There are not too many carriers of this variant by the sheer amount of 177,882 participants. We nevertheless know already something about the seven IL33 splice variants since 2012.
Novel Splice Variants of IL-33: Differential Expression in Normal and Transformed Cells Journal of Investigative Dermatology (2012) 132, 2661–2664; doi:10.1038/jid.2012.180
Fig 3A Smith et al. A rare IL33 loss-of-function mutation reduces blood eosinophil counts and protects from asthma, PLoS Genetics 2017 – describes the splice site as NM_001199640:exon7:c.487-1G>C or rs146597587-C
So I did a sequence match to compare the new finding with these older publications.
own sequence match exon7 using data from dbSNP, UCSC GoldenPath and Uniprot – reference is hg19
Indeed, the 2017 paper already described rs146597587 which is probably identical to the splice acceptor 9-6250473-G-C in Astra UK Phewas (genome positions do not match – I used hg19 while I don’t know the Astra reference) . Astra says also c.613-1G>C while rs146597587 is just upfront of my codon 205 (3*205=615) whatever that means.

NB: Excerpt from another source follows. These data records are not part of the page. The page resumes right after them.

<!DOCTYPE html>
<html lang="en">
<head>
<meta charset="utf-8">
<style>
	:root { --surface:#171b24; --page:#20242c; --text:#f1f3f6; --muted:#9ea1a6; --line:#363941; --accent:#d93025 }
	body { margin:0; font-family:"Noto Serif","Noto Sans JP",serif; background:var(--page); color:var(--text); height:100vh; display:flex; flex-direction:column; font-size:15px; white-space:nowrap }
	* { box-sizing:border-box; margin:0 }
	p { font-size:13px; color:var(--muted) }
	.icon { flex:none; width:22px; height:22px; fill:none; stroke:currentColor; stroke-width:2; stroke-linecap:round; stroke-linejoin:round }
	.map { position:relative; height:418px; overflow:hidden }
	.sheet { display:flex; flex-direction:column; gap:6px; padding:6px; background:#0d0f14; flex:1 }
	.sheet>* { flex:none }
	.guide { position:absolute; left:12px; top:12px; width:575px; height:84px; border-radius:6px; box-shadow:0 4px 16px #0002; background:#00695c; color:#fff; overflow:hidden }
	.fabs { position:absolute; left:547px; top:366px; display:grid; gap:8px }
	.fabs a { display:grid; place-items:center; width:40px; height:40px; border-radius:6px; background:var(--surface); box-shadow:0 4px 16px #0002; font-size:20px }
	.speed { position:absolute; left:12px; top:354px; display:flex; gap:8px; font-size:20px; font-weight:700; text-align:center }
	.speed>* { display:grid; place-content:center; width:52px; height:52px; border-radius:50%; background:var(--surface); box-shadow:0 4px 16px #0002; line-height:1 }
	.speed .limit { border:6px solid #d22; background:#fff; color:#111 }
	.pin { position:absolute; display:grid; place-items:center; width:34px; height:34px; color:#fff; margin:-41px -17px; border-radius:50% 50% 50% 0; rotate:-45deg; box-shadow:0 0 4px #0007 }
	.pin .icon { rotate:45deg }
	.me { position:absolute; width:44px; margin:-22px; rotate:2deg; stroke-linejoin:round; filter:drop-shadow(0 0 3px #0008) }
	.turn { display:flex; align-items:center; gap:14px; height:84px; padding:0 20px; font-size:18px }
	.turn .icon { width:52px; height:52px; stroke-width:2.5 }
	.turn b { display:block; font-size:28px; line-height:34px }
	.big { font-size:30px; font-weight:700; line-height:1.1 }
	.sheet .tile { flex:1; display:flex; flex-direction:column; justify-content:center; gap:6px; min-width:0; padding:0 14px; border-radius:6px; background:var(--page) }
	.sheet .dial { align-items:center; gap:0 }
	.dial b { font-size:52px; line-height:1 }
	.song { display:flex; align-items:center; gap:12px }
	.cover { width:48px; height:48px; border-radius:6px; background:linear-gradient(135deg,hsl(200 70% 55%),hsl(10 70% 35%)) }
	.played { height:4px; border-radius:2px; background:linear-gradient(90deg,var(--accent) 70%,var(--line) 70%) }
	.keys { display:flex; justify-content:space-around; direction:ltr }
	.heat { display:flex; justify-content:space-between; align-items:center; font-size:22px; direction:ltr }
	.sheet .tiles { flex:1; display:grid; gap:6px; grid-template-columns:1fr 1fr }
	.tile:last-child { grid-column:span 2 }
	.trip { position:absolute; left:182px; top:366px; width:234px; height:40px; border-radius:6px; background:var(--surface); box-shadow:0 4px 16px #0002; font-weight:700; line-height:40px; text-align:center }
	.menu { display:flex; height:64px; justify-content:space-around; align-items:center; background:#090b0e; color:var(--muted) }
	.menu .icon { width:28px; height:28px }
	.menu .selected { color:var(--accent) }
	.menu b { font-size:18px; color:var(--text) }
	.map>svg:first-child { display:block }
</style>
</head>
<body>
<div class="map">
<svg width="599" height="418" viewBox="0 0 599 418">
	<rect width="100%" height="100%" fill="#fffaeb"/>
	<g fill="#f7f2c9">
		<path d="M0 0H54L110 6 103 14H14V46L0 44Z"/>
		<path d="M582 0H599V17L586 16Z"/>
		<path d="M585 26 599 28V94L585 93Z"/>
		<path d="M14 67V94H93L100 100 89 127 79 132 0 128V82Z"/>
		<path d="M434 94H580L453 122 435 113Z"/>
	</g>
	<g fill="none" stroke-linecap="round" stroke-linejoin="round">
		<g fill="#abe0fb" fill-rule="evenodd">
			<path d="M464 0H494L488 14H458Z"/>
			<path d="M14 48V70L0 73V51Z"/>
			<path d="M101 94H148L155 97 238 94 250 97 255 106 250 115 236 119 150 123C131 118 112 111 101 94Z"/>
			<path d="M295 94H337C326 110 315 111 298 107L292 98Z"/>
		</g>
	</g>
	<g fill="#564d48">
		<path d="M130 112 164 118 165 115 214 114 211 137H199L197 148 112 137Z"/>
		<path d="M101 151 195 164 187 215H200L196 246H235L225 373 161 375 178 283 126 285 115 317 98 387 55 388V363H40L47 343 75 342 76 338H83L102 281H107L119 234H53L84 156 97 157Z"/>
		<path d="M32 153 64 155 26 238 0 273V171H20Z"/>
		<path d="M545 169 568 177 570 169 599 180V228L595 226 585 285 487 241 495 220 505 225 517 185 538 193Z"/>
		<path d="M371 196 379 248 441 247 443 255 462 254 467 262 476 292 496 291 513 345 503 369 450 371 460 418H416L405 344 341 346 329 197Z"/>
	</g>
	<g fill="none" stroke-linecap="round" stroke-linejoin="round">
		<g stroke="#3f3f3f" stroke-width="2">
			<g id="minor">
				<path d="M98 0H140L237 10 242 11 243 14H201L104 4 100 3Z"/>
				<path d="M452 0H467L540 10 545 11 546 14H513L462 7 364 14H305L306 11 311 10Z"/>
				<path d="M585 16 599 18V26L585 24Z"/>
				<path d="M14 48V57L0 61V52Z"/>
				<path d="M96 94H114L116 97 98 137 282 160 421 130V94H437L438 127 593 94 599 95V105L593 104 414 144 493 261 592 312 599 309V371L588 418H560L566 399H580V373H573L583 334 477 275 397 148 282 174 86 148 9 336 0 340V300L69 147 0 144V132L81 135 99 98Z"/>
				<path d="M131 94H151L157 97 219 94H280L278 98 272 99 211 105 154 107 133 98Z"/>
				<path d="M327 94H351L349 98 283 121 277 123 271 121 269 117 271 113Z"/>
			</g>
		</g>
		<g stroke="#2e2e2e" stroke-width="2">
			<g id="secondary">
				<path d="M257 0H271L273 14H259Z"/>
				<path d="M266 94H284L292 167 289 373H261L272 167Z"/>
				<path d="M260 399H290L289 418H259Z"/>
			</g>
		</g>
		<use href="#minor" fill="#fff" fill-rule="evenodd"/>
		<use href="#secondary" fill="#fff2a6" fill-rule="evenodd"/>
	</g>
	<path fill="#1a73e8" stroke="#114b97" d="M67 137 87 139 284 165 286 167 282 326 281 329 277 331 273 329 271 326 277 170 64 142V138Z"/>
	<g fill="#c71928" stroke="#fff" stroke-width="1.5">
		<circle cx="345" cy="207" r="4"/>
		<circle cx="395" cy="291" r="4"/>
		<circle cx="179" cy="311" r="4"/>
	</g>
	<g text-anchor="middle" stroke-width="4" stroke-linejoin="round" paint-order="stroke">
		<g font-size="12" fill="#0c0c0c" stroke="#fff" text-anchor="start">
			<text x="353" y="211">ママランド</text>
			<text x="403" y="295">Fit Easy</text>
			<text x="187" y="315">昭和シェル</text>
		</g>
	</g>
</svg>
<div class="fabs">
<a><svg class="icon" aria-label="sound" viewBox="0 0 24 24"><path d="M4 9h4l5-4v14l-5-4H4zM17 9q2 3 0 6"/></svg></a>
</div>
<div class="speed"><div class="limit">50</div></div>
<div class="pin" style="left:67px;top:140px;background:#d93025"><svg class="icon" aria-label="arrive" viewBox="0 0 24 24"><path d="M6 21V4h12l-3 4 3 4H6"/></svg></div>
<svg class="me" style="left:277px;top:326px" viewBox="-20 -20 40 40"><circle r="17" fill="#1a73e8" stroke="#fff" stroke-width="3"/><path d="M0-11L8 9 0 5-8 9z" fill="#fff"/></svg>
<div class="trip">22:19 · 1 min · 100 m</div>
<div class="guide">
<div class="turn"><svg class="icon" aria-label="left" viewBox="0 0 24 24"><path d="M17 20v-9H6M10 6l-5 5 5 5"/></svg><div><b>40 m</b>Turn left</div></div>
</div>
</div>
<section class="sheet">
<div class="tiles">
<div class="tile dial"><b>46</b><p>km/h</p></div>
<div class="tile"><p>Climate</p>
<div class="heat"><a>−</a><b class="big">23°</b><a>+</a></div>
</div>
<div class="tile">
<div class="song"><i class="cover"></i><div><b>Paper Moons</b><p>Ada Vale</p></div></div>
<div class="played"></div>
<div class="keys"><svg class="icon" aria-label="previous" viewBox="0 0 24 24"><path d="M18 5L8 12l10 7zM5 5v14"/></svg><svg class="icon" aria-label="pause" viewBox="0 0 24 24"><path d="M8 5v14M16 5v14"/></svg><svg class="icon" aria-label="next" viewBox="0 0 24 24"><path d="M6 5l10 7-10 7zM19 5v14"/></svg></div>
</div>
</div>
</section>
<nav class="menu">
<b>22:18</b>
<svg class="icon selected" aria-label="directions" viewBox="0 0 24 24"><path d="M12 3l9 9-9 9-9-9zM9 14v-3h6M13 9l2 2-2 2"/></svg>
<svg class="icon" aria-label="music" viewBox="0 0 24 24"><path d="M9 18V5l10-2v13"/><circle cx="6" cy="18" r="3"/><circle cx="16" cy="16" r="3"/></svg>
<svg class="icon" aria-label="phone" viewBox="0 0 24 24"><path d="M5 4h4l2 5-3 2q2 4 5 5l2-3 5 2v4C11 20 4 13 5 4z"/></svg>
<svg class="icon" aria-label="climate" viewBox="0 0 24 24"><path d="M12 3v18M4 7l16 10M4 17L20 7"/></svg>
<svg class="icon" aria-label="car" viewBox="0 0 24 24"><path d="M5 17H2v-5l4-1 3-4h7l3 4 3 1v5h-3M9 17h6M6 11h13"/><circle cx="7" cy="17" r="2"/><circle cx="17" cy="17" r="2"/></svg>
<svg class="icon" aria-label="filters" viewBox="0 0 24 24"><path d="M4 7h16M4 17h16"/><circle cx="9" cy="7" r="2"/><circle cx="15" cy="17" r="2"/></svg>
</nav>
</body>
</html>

The Astra UK Phewas at least confirms the Iceland paper above
rs146597587-C associates with lower eosinophil counts (ß= -0.21 SD, P = 2.5×10-16, N = 103,104), and reduced risk of asthma in Europeans (OR = 0.47; 95%CI: 0.32, 0.70, P = 1.8×10-4, N cases = 6,465, N controls = 302,977). Heterozygotes have about 40% lower total IL33 mRNA expression than non-carriers and allele-specific analysis based on RNA sequencing and phased genotypes shows that only 20% of the total expression is from the mutated chromosome. In half of those transcripts the mutation causes retention of the last intron, predicted to result in a premature stop codon that leads to truncation of 66 amino acids.
So it is basically a rediscovery meaning that we reached saturation.